- Task item
Print out the data precisely as it appears here, with no pictures.

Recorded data
——
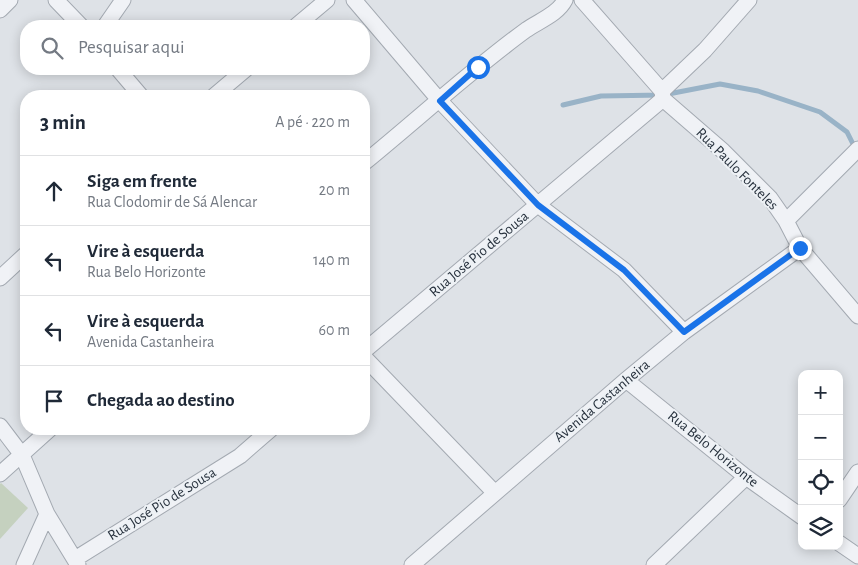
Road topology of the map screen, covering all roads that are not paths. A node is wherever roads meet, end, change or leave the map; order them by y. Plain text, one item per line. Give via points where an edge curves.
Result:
1 (10, 0) edge
2 (56, 0) edge
3 (122, 0) edge
4 (327, 0) edge
5 (354, 0) edge
6 (565, 0) edge
7 (582, 0) edge
8 (749, 0) edge
9 (0, 10) edge
10 (75, 20) edge
11 (109, 20) edge
12 (303, 20) edge
13 (123, 75) edge
14 (239, 75) edge
15 (136, 90) edge
16 (221, 90) edge
17 (663, 95) junction
18 (440, 101) junction
19 (858, 149) edge
20 (370, 158) edge
21 (538, 205) junction
22 (786, 221) junction
23 (800, 248) junction
24 (20, 260) edge
25 (0, 278) edge
26 (858, 316) edge
27 (684, 332) junction
28 (370, 346) edge
29 (370, 363) edge
30 (626, 380) junction
31 (0, 426) edge
32 (44, 435) edge
33 (264, 435) edge
34 (22, 455) junction
35 (858, 472) edge
36 (0, 474) edge
37 (746, 477) junction
38 (494, 492) junction
39 (843, 494) edge
40 (47, 514) junction
41 (798, 514) edge
42 (843, 546) edge
43 (858, 556) edge
44 (76, 562) edge
45 (24, 565) edge
46 (412, 565) edge
47 (654, 565) edge

1 - 9 street
2 - 10 street
3 - 11 street
4 - 12 street
5 - 18 street
6 - 18 street via 561,7 513,40
7 - 17 street, Rua Paulo Fonteles
8 - 17 street, Rua José Pio de Sousa
13 - 15 street
14 - 16 street
17 - 21 street, Rua José Pio de Sousa
17 - 22 street, Rua Paulo Fonteles via 770,198
18 - 20 street
18 - 21 street
19 - 22 street
21 - 27 street via 624,270
21 - 28 street, Rua José Pio de Sousa
22 - 23 street, Rua Paulo Fonteles
23 - 26 street, Rua Paulo Fonteles
23 - 27 street, Avenida Castanheira
24 - 25 street
27 - 30 street, Avenida Castanheira
29 - 38 street
30 - 37 street, Rua Belo Horizonte
30 - 38 street, Avenida Castanheira
31 - 34 street
32 - 34 street
33 - 44 street, Rua José Pio de Sousa via 240,456
34 - 36 street
34 - 40 street
35 - 39 street
37 - 41 street, Rua Belo Horizonte
37 - 47 street
38 - 46 street, Avenida Castanheira
40 - 44 street
40 - 45 street
42 - 43 street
——
- Response to this exercise
Road topology of the map screen, covering all roads that are not paths. A node is wherever roads meet, end, change or leave the map; order them by y. Plain text, one item per line. Give via points where an edge curves.
Result:
1 (10, 0) edge
2 (56, 0) edge
3 (122, 0) edge
4 (327, 0) edge
5 (354, 0) edge
6 (565, 0) edge
7 (582, 0) edge
8 (749, 0) edge
9 (0, 10) edge
10 (75, 20) edge
11 (109, 20) edge
12 (303, 20) edge
13 (123, 75) edge
14 (239, 75) edge
15 (136, 90) edge
16 (221, 90) edge
17 (663, 95) junction
18 (440, 101) junction
19 (858, 149) edge
20 (370, 158) edge
21 (538, 205) junction
22 (786, 221) junction
23 (800, 248) junction
24 (20, 260) edge
25 (0, 278) edge
26 (858, 316) edge
27 (684, 332) junction
28 (370, 346) edge
29 (370, 363) edge
30 (626, 380) junction
31 (0, 426) edge
32 (44, 435) edge
33 (264, 435) edge
34 (22, 455) junction
35 (858, 472) edge
36 (0, 474) edge
37 (746, 477) junction
38 (494, 492) junction
39 (843, 494) edge
40 (47, 514) junction
41 (798, 514) edge
42 (843, 546) edge
43 (858, 556) edge
44 (76, 562) edge
45 (24, 565) edge
46 (412, 565) edge
47 (654, 565) edge

1 - 9 street
2 - 10 street
3 - 11 street
4 - 12 street
5 - 18 street
6 - 18 street via 561,7 513,40
7 - 17 street, Rua Paulo Fonteles
8 - 17 street, Rua José Pio de Sousa
13 - 15 street
14 - 16 street
17 - 21 street, Rua José Pio de Sousa
17 - 22 street, Rua Paulo Fonteles via 770,198
18 - 20 street
18 - 21 street
19 - 22 street
21 - 27 street via 624,270
21 - 28 street, Rua José Pio de Sousa
22 - 23 street, Rua Paulo Fonteles
23 - 26 street, Rua Paulo Fonteles
23 - 27 street, Avenida Castanheira
24 - 25 street
27 - 30 street, Avenida Castanheira
29 - 38 street
30 - 37 street, Rua Belo Horizonte
30 - 38 street, Avenida Castanheira
31 - 34 street
32 - 34 street
33 - 44 street, Rua José Pio de Sousa via 240,456
34 - 36 street
34 - 40 street
35 - 39 street
37 - 41 street, Rua Belo Horizonte
37 - 47 street
38 - 46 street, Avenida Castanheira
40 - 44 street
40 - 45 street
42 - 43 street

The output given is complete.